Short derivation of policy gradient
\[ J(\pi_{\theta}) = \mathbb{E}_{\tau \sim \pi_{\theta}}[ R(\tau_{0:T})] \] where \(R(\tau_{0:T}) := \sum_{t \in 0:T}r(s_t, a_t)\). We will ignore the time index, \(t\), if it is the whole time horizon.
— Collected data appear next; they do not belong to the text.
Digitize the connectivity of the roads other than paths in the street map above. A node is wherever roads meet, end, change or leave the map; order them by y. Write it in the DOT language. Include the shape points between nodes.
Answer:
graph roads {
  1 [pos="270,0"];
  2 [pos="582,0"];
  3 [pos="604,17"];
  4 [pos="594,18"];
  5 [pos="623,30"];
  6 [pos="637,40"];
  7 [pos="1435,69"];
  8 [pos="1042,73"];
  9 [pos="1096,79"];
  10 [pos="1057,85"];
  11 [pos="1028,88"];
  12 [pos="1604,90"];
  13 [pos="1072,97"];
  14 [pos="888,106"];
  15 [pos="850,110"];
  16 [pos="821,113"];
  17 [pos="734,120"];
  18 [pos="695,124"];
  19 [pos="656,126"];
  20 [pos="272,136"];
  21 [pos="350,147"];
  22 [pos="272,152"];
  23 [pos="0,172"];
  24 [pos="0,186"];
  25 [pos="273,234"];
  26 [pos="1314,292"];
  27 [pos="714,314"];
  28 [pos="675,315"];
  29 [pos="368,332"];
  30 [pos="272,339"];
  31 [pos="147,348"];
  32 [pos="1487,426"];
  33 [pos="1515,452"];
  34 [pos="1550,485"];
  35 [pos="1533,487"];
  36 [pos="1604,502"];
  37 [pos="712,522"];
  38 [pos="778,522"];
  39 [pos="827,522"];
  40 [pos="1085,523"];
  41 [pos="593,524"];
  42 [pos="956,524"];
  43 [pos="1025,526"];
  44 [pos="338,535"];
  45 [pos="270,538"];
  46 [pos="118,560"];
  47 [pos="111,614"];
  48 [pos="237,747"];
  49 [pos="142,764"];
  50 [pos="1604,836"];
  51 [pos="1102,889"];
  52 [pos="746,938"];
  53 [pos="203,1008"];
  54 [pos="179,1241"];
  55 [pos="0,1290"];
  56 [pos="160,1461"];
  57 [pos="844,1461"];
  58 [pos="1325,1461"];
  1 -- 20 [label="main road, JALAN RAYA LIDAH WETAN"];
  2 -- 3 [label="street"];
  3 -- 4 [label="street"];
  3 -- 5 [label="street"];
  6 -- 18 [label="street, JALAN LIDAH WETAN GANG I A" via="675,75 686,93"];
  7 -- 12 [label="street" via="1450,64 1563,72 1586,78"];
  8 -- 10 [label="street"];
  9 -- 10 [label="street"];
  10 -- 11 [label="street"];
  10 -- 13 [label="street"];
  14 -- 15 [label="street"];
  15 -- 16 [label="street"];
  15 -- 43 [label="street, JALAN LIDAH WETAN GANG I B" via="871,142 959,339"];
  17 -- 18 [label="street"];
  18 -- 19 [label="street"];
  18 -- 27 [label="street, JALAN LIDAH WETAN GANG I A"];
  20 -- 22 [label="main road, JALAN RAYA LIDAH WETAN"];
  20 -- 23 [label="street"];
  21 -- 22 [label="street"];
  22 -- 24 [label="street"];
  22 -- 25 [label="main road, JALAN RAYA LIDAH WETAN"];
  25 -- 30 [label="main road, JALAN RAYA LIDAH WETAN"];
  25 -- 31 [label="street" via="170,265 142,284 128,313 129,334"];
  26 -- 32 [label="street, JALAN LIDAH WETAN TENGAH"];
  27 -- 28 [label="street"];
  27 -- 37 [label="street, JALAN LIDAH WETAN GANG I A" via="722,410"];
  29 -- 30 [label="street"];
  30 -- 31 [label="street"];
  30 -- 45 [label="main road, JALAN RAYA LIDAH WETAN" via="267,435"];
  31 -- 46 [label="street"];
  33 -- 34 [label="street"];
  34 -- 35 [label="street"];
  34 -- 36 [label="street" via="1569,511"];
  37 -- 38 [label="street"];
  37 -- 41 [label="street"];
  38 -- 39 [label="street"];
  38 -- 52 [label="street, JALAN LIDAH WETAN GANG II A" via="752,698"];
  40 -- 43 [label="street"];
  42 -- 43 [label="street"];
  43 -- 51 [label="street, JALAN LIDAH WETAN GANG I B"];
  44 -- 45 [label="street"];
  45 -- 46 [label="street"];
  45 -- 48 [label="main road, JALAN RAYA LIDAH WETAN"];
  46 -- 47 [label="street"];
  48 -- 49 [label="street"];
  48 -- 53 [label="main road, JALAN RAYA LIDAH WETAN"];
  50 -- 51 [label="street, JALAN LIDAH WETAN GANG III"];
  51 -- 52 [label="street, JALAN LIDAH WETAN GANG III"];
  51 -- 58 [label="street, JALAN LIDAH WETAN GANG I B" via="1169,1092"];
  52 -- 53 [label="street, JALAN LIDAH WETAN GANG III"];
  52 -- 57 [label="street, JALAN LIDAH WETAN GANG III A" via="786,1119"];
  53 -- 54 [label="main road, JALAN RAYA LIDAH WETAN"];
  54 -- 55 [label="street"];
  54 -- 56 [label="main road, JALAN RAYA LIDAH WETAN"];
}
\begin{eqnarray} \nabla_{\theta} J(\pi_{\theta}) &=& \nabla_{\theta} \int_{\tau} p(\tau) R(\tau) \nonumber \\ &=& \int_{\tau} {\color{red} \nabla_{\theta} p(\tau)} R(\tau) \nonumber \\ &=& \int_{\tau} {\color{red} p(\tau) \nabla_{\theta} \ln p(\tau)} R(\tau) \nonumber \\ &=& \mathbb{E}_{\tau \sim \pi_{\theta}} \nabla_{\theta} \ln p(\tau) R(\tau) \nonumber \end{eqnarray}Then we get
\begin{equation} \label{orgd4c1dc2} \nabla_{\theta} J(\pi_{\theta}) = \mathbb{E}_{\tau \sim \pi_{\theta}} \nabla_{\theta} \ln p(\tau) R(\tau) \end{equation}Now let's see how to get the trajectory probability under the sample policy, \(\ln p(\tau)\):
\begin{eqnarray} \label{org15d030e} \ln p(\tau) = \ln p_0(s_0) + \sum_{t \in 0:T} [\ln P(s_{t+1}| s_t, a_t) + \ln \pi_{\theta}(a_t| s_t)] \end{eqnarray}The first and second term on the RHS of \eqref{org15d030e} is independent of \(\pi_{\theta}\), therefore,
\begin{equation*} \nabla_{\theta} \ln p(\tau) = \cancel{\nabla_{\theta} \ln p_0(s_0)} + \sum_{t \in 0:T} [\cancel{\nabla_{\theta} \ln P(s_{t+1}| s_t, a_t)} + \nabla_{\theta} \ln \pi_{\theta}(a_t| s_t)] \end{equation*}Therefore, the policy gradient is
\begin{equation} \label{org56fb322} \nabla_{\theta} J(\pi_{\theta}) = \mathbb{E}_{\tau \sim \pi_{\theta}} \left [ \sum_{t \in 0:T} \left [\nabla_{\theta} \ln \pi_{\theta}(a_t|s_t) R(\tau) \right ] \right ] \end{equation}Because an action can only affect states and actions after it is taken, "causality trick", \eqref{org56fb322} can be improved:
\begin{equation} \label{orgef1a2e8} \nabla_{\theta} J(\pi_{\theta}) = \mathbb{E}_{\tau \sim \pi_{\theta}} \left [ \sum_{t \in =0:T} \left [\nabla_{\theta} \ln \pi_{\theta}(a_t|s_t) R(\tau_{t:T}) \right] \right] \end{equation}During training, we could minimize the following surrogate function instead:
\begin{equation*} g(\theta) = \frac{1}{N} \sum_{n \in 1:N} \left[ \sum_{t \in =0:T} \ln \pi_{\theta}(a_t|s_t) R(\tau_{t:T}) \right] \end{equation*}REINFORCE
REINFORCE method uses \eqref{orgef1a2e8} to update policy. \[ \nabla_{\theta} J(\pi_{\theta}) = \frac{1}{N}\sum_{n = 1:N} \big [ \sum_{t \in 0:T} \nabla_{\theta} \ln \pi_{\theta}(a_t|s_t) R(\tau_{t:T}) \big ] \] where \(\frac{1}{N}\sum_{n = 1:N}[\cdot]\) is an empirical estimate to \(\mathbb{E}_{\tau \sim \pi_{\theta}} [\cdot]\) in \eqref{orgef1a2e8}.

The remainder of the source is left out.